There’s definitely a good news/bad news scenario surrounding EA, as Ian Bezek detailed earlier this month. This sets up an important, and closely watched, Q3 report.
Options pricing suggests the market is pricing in roughly a 6% move through the February expiration — which truthfully seems a bit low. An earnings beat and good news in terms of Battlefront II easily could send EA to an all-time high, a 7%+ gain.
Similarly, if EA bears are vindicated, a return toward $100 — 10%+ downside — wouldn’t be a huge surprise.
One side likely is going to look very wrong coming out of Q3 — and I expect EA stock to respond in kind.
On the Sidelines
Back in early December, I took the bulls’ side, arguing that EA stock was simply too cheap. Ahead of a high-risk quarter, however, and after a ~15% gain, I’m not quite as convinced that’s the case.

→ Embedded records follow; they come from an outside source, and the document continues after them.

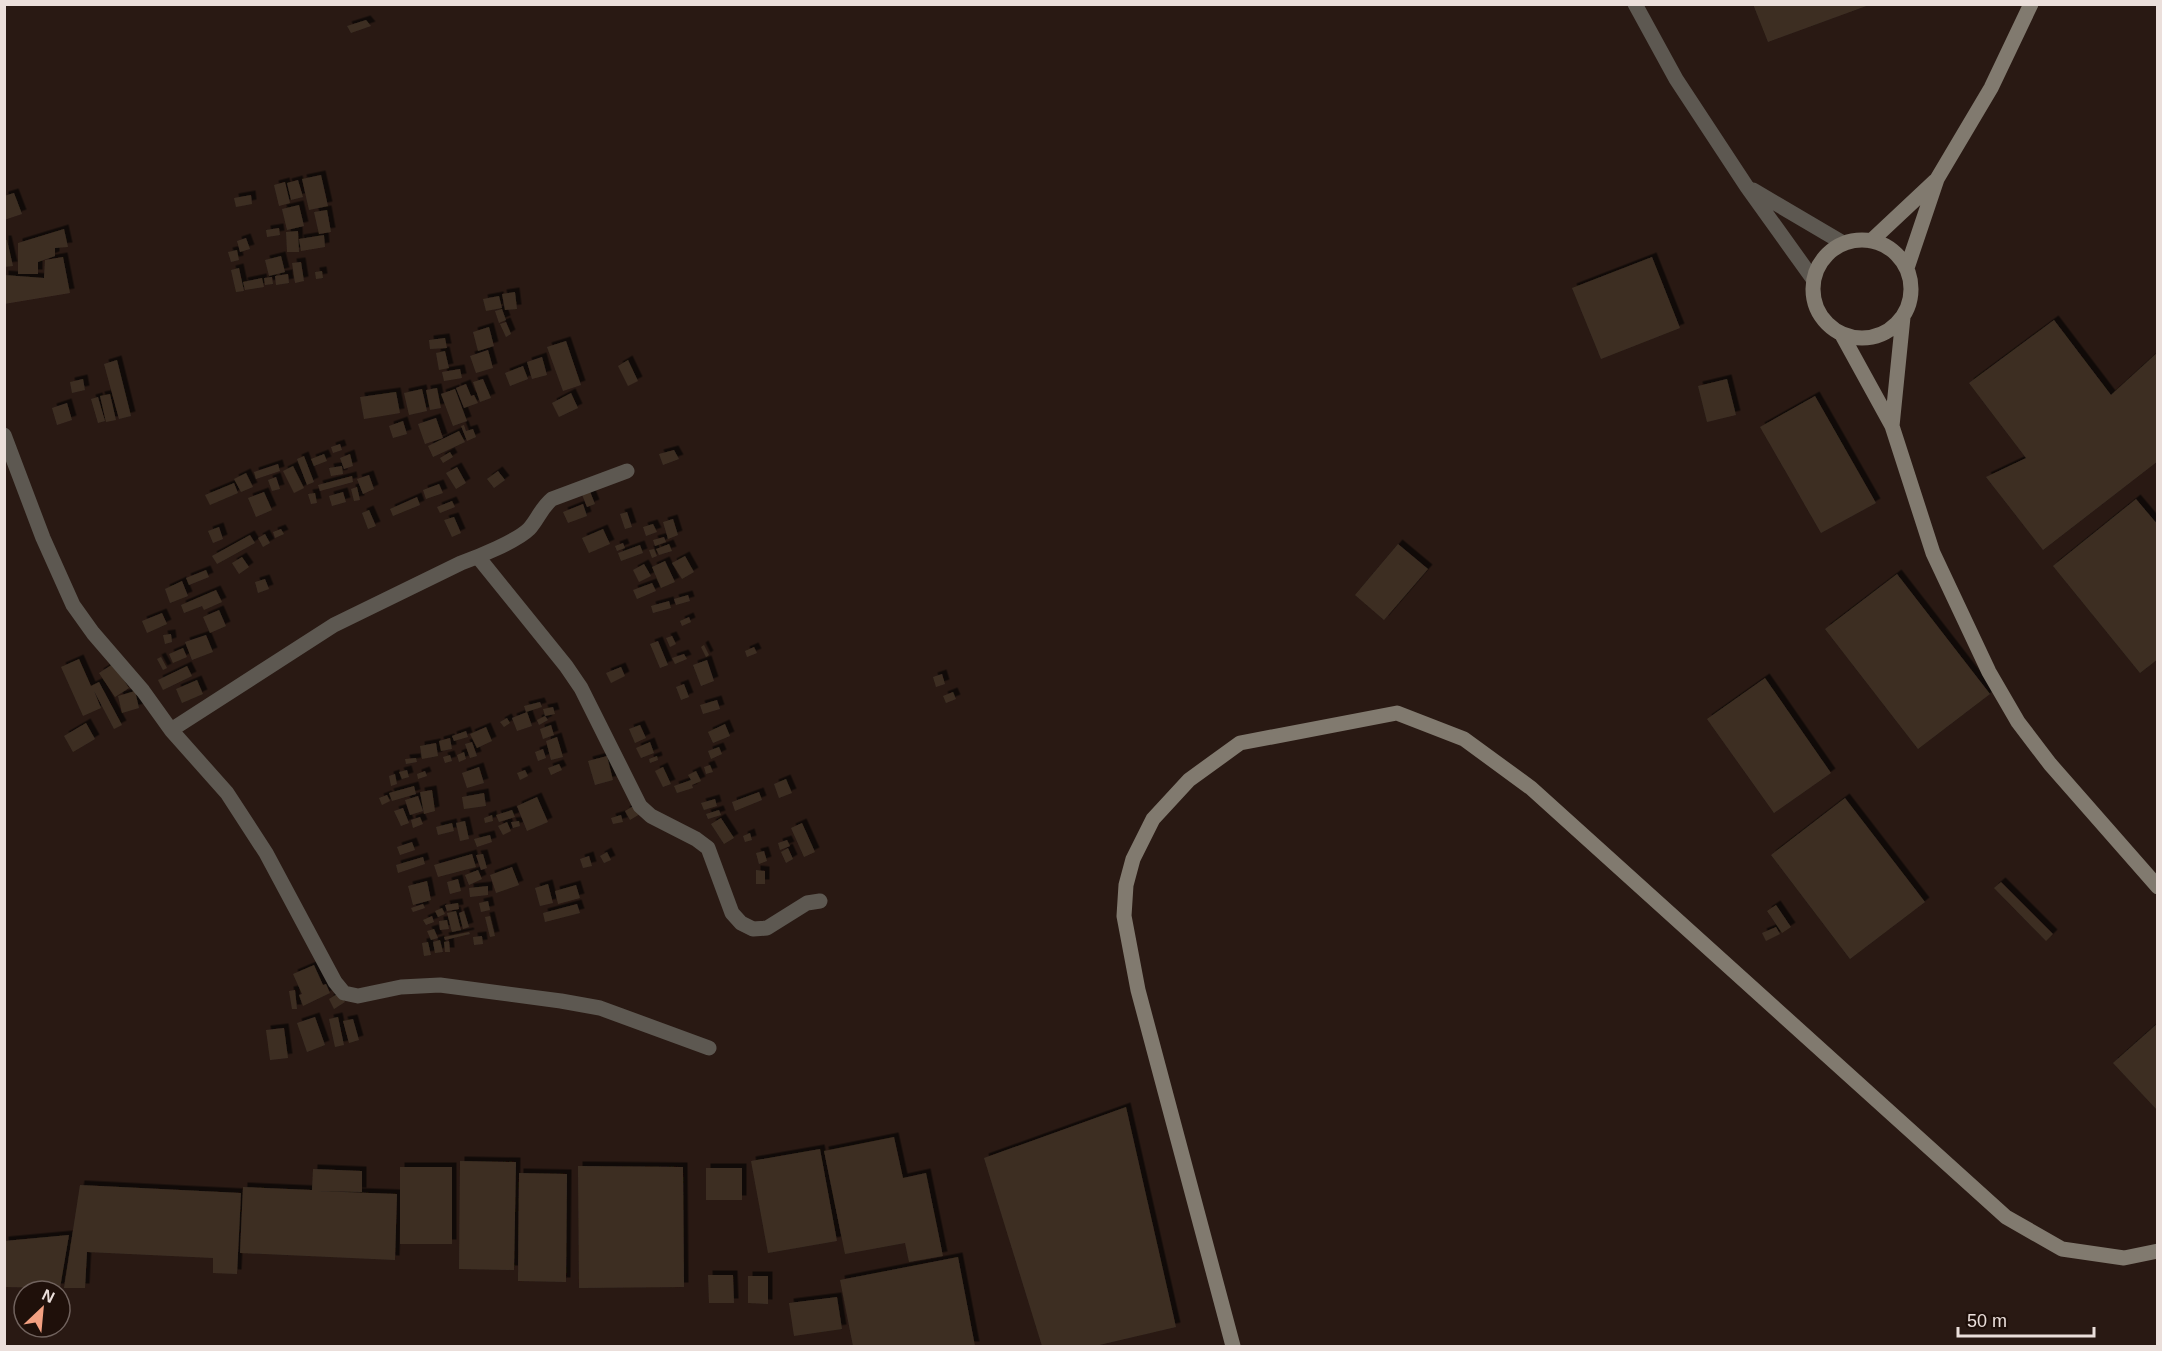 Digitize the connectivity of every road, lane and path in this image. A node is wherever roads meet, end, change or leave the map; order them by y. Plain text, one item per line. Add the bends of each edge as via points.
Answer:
1 (1635, 4) edge
2 (2031, 4) edge
3 (1937, 179) junction
4 (1747, 187) junction
5 (1871, 241) junction
6 (1843, 243) junction
7 (1907, 268) junction
8 (1813, 279) junction
9 (1903, 317) junction
10 (1842, 335) junction
11 (1892, 426) junction
12 (4, 435) edge
13 (627, 471) dead end
14 (478, 557) junction
15 (171, 730) junction
16 (2157, 887) edge
17 (820, 901) dead end
18 (709, 1048) dead end
19 (2157, 1251) edge
20 (1233, 1347) edge

1 - 4 street via 1676,79
2 - 3 main road via 1991,88
3 - 5 main road
3 - 7 main road
4 - 6 street
4 - 8 street
5 - 6 main road
5 - 7 main road via 1898,255
6 - 8 main road via 1829,252
7 - 9 main road via 1910,301
8 - 10 main road via 1818,312
9 - 10 main road via 1876,337
9 - 11 main road
10 - 11 main road
11 - 16 main road via 1933,553 2000,692 2050,764
12 - 15 street via 73,604
13 - 14 street via 552,499 526,531
14 - 15 street via 334,625
14 - 17 street via 581,688 640,806 656,820 708,848 732,913 741,923 753,929 767,928 807,903
15 - 18 street via 233,803 266,853 344,993 358,996 401,987 440,986 561,1001 600,1008
19 - 20 main road via 2124,1258 2062,1249 2006,1217 1532,788 1464,739 1397,713 1240,743 1189,780 1153,819 1133,859 1126,885 1124,916 1138,990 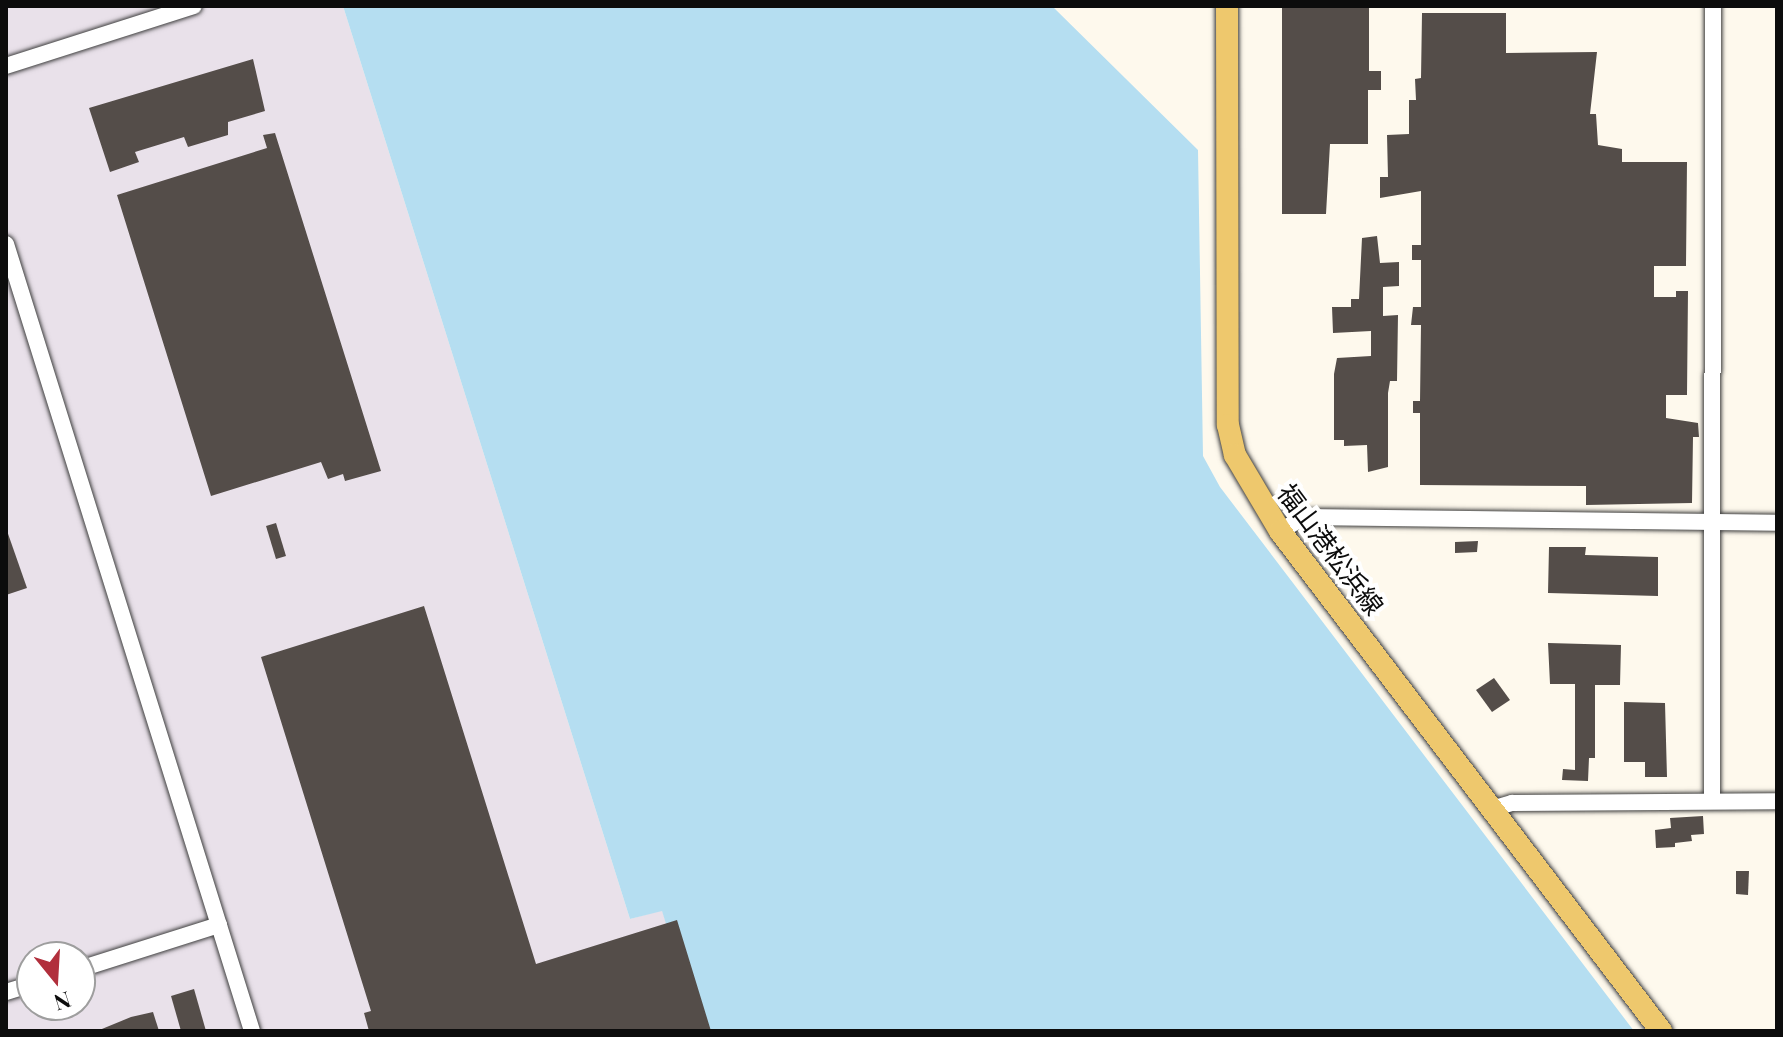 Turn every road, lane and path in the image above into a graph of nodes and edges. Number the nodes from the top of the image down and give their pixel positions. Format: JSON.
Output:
{"nodes":[{"id":1,"x":194,"y":6,"type":"edge"},
{"id":2,"x":1227,"y":6,"type":"edge"},
{"id":3,"x":1713,"y":6,"type":"edge"},
{"id":4,"x":6,"y":66,"type":"edge"},
{"id":5,"x":6,"y":244,"type":"edge"},
{"id":6,"x":9,"y":265,"type":"edge"},
{"id":7,"x":1712,"y":521,"type":"junction"},
{"id":8,"x":1777,"y":523,"type":"edge"},
{"id":9,"x":1280,"y":531,"type":"junction"},
{"id":10,"x":1712,"y":799,"type":"junction"},
{"id":11,"x":1777,"y":801,"type":"edge"},
{"id":12,"x":1492,"y":809,"type":"junction"},
{"id":13,"x":219,"y":925,"type":"junction"},
{"id":14,"x":96,"y":964,"type":"edge"},
{"id":15,"x":252,"y":1031,"type":"edge"},
{"id":16,"x":1661,"y":1031,"type":"edge"}],
"edges":[{"from":1,"to":4,"type":"street"},
{"from":2,"to":9,"type":"main road","name":"福山港松浜線"},
{"from":3,"to":7,"type":"street"},
{"from":5,"to":6,"type":"street"},
{"from":6,"to":13,"type":"street"},
{"from":7,"to":8,"type":"street"},
{"from":7,"to":9,"type":"street"},
{"from":7,"to":10,"type":"street"},
{"from":9,"to":12,"type":"main road","name":"福山港松浜線"},
{"from":10,"to":11,"type":"street"},
{"from":10,"to":12,"type":"street"},
{"from":12,"to":16,"type":"main road","name":"福山港松浜線"},
{"from":13,"to":14,"type":"street"},
{"from":13,"to":15,"type":"street"}]}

Take Two Interactive Software Inc (NASDAQ:TTWO) still looks like the best play on gaming. But also EA’s rival Activision Blizzard, Inc. (NASDAQ:ATVI) has broken out to new all-time highs. That company for years has kept its guidance extremely conservative, and is likely to show a ‘beat’ of some kind in the holiday season with its Q4 report in early February.
EA simply looks like a case where the edge on either side isn’t particularly compelling.
That could change quickly after earnings, however. A post-earnings sell-off could get the stock back below $110, where I see it as highly attractive. Even a modest gain, if that gain results from earnings that show the Battlefront II controversy is being resolved, could make EA more compelling.
Right now, however, EA stock is a battleground stock. And in those types of stocks — think Tesla Inc (NASDAQ:TSLA) or Netflix, Inc. (NASDAQ:NFLX) — it’s tough to take a side without a huge amount of conviction. That conviction is tough to find at the moment — and ahead of a key report, it’s wisest to step to the sidelines.
As of this writing, Vince Martin has no positions in any securities mentioned.